What was announced: Radeon RX 6900 XT, Radeon RX 6800 XT, Radeon 6800 with the Radeon RX 6800 XT looking like a very capable GPU that sits right next to NVIDIA's 3080 while seeming to use less power. All three of them will support Ray Tracing as expected with AMD adding a "high performance, fixed-function Ray Accelerator engine to each compute unit". However, we're still waiting on The Khronos Group to formally announce the proper release of the vendor-neutral Ray Tracing extensions for Vulkan which still aren't finished (provisional since March 2020) so for now DirectX RT was all they mentioned.

Part of the big improvement in RDNA 2 comes from what they learned with Zen 3 and their new "Infinity Cache", which is a high-performance, last-level data cache they say "dramatically" reduces latency and power consumption while delivering higher performance than previous designs. You can see some of the benchmarks they showed in the image below:

As always, it's worth waiting on independent benchmarks for the full picture as both AMD and NVIDIA like to cherry-pick what makes them look good of course.

Here's the key highlight specifications:

  RX 6900 XT RX 6800 XT RX 6800
Compute Units 80 72 60
Process TSMC 7nm TSMC 7nm TSMC 7nm
Game clock (MHz) 2,015 2,015 1,815
Boost clock (MHz) 2,250 2,250 2,105
Infinity Cache (MB) 128 128 128
Memory 16GB GDDR6 16GB GDDR6 16GB GDDR6
TDP (Watt) 300 300 250
Price (USD) $999 $649 $579
Available 08/12/2020 18/11/2020 18/11/2020

You shouldn't need to go buying a new case either, as AMD say they had easy upgrades in mind as they built these new GPUs for "standard chassis" with a length of 267mm and 2x8 standard 8-pin power connectors, and designed to operate with existing enthusiast-class 650W-750W power supplies.

There was a big portion of the event dedicated to DirectX which doesn’t mean much for us, but what we’ve been able to learn from the benchmarks shown is that they’re powerful cards and they appear to fight even NVIDIA’s latest high end consumer GPUs like the GeForce 3080. So not only are AMD leaping over Intel with the Ryzen 5000, they’re also now shutting NVIDIA out in the cold too.

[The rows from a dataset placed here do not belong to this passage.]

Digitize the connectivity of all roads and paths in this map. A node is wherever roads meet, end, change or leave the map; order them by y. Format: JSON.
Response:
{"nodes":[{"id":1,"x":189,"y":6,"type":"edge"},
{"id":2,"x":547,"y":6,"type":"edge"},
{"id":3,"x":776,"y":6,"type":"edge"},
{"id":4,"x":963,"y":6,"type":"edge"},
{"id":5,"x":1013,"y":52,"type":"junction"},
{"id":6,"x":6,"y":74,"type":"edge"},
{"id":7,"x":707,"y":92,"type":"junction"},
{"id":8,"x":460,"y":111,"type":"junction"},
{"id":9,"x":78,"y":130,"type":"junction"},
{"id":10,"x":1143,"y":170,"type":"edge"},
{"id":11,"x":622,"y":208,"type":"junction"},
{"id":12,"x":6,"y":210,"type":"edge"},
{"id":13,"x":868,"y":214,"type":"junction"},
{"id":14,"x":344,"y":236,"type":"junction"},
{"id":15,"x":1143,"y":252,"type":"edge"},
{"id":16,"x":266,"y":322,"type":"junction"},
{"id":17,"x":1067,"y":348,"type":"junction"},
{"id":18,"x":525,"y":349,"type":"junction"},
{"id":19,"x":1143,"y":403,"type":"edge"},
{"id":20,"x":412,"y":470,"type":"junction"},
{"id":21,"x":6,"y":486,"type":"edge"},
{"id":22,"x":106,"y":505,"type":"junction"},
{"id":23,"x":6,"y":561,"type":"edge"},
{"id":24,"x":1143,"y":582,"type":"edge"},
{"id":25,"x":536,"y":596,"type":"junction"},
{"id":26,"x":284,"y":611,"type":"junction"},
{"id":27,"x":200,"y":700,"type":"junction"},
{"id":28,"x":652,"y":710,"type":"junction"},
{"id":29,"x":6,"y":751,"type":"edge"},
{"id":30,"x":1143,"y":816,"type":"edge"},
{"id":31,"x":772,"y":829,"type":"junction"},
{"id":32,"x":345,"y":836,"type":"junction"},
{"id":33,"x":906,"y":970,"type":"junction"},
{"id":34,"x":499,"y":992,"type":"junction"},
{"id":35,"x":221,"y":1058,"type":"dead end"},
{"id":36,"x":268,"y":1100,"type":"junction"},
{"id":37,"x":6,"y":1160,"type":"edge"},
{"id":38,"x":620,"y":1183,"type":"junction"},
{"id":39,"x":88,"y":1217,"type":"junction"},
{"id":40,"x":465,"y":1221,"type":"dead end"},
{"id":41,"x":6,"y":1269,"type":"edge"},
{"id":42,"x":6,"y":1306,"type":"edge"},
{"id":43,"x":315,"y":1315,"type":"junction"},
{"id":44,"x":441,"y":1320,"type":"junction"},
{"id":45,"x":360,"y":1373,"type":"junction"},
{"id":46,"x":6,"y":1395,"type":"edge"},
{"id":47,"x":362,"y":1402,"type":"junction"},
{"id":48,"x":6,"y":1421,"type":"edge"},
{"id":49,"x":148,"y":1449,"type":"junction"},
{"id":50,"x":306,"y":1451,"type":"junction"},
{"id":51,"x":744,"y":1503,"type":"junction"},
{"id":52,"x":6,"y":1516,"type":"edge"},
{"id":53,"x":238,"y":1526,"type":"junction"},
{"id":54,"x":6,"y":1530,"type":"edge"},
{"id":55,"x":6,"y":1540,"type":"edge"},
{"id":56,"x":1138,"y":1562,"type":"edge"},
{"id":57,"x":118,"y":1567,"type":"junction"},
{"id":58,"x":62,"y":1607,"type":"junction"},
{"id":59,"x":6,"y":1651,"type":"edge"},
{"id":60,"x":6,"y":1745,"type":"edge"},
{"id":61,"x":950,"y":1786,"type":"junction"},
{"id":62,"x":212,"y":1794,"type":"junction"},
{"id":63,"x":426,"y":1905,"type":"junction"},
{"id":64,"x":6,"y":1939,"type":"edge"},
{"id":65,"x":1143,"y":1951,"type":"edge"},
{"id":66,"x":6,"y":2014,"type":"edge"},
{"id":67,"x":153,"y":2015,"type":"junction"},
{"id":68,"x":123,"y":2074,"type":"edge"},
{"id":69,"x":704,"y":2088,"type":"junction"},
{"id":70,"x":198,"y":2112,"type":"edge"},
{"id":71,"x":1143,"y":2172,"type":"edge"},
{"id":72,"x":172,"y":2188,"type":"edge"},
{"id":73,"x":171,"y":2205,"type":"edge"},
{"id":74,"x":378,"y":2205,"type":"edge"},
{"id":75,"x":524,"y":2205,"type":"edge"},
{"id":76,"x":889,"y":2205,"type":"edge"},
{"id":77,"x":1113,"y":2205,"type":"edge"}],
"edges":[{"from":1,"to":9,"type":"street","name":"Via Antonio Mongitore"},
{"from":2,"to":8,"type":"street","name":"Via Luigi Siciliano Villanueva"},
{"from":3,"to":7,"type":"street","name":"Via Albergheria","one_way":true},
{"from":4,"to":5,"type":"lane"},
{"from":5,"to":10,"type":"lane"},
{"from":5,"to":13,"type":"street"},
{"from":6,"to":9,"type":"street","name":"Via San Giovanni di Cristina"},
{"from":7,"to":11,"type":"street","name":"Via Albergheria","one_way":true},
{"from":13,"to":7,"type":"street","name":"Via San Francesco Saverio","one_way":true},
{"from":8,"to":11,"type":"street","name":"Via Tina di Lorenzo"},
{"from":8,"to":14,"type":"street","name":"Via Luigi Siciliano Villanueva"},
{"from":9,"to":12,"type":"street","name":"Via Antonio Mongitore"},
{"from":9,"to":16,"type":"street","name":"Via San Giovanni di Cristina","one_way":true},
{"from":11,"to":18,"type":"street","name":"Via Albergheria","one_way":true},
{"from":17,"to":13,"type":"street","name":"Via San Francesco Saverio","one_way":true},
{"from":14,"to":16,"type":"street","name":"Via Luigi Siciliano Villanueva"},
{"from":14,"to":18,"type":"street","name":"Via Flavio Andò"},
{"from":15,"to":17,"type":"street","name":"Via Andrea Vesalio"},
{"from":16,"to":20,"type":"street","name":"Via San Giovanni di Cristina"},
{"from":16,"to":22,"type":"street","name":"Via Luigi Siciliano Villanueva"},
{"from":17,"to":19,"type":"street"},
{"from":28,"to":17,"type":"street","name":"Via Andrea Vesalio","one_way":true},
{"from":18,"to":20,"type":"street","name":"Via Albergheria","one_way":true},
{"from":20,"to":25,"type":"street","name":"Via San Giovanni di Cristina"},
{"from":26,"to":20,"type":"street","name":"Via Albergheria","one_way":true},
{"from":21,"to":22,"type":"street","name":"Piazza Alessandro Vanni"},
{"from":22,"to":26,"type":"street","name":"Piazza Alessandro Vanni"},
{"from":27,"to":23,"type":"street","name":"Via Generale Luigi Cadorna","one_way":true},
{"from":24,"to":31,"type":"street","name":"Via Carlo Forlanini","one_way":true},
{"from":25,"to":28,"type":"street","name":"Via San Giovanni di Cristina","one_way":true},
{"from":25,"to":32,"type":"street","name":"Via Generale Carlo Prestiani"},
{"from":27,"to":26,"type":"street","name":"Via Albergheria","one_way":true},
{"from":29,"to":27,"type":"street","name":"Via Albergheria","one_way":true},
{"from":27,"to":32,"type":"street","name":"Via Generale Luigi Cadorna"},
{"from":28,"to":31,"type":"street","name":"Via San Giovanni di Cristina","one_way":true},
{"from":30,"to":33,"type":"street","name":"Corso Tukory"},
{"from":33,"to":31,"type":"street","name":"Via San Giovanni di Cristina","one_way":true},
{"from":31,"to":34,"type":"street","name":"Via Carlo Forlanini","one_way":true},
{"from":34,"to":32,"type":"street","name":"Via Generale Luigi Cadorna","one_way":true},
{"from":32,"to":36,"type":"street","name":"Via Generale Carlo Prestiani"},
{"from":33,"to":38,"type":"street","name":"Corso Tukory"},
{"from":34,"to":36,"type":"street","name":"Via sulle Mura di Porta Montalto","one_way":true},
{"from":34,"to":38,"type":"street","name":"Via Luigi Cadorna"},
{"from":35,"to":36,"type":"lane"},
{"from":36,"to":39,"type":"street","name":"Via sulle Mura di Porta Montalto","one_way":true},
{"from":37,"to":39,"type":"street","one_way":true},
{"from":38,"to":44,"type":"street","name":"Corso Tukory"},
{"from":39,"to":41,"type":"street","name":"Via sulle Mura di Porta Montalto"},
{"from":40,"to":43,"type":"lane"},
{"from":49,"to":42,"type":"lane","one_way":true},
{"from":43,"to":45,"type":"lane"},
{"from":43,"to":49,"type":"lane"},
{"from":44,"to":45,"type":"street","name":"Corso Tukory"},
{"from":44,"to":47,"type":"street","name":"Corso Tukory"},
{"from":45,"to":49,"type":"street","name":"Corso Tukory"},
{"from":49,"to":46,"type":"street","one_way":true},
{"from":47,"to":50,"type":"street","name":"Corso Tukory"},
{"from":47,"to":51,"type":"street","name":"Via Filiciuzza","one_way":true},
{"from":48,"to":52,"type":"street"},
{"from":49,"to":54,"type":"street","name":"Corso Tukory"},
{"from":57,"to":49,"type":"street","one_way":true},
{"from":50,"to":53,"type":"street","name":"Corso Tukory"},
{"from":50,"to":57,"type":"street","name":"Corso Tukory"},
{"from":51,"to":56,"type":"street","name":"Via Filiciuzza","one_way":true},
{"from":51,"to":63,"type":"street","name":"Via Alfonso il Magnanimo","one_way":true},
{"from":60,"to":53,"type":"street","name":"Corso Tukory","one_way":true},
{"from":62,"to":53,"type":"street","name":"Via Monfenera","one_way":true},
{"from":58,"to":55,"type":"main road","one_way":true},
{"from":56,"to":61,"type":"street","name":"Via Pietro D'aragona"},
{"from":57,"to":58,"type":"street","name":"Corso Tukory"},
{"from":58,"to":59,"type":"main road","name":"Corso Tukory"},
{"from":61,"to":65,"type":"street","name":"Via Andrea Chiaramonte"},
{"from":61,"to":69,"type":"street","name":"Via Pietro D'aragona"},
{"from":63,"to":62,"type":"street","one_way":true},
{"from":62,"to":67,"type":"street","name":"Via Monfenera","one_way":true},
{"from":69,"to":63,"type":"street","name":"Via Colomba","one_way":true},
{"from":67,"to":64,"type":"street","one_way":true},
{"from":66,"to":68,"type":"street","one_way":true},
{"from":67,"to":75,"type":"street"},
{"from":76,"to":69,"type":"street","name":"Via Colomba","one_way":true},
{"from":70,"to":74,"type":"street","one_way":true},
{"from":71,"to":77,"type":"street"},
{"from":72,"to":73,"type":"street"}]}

Incredible to see how far AMD has surged in the last few years. This is what NVIDIA and Intel have needed, some strong competition.

How will their Linux support be? You're probably looking at around the likes of Ubuntu 21.04 next April (or comparable distro updates) to see reasonable out-of-the-box support, thanks to newer Mesa drivers and an updated Linux Kernel but we will know a lot more once they actually release and can be tested.

As for what’s next? AMD confirmed that RDNA3 is well into the design stage, with a release expected before the end of 2022 for GPUs powered by RDNA3.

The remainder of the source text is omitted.